◆ Exercise prompt ◆
Scan the records for the word "Leite". Copy each line that includes it.

——————

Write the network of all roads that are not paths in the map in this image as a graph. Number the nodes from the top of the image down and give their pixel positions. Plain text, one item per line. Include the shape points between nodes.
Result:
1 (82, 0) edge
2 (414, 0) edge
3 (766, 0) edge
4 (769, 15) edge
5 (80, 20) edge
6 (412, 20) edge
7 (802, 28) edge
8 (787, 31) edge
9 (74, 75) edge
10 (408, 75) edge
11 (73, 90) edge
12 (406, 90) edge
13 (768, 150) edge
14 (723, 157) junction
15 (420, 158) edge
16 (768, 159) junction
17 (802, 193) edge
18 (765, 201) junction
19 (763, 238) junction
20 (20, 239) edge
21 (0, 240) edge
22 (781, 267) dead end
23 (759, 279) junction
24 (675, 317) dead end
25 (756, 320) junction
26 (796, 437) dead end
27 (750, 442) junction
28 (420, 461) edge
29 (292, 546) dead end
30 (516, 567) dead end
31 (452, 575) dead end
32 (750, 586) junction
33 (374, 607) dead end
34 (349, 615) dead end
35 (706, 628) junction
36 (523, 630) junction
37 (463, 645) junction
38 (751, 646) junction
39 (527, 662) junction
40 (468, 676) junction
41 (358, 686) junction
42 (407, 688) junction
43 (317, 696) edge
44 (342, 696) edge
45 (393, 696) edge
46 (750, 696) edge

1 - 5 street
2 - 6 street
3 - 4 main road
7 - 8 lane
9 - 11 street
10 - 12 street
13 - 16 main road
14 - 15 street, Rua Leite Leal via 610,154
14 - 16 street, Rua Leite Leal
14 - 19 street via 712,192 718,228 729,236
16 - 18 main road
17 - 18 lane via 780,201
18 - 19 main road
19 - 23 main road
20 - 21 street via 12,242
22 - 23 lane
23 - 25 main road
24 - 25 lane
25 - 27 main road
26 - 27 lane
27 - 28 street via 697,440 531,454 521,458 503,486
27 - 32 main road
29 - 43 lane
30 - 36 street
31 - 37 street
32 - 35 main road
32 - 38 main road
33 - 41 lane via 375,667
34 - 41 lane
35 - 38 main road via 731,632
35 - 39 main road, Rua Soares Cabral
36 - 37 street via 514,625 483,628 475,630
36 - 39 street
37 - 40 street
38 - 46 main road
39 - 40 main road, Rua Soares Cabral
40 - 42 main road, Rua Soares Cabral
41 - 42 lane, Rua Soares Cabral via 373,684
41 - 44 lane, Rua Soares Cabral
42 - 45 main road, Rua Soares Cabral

——————

◆ Result ◆
14 - 15 street, Rua Leite Leal via 610,154
14 - 16 street, Rua Leite Leal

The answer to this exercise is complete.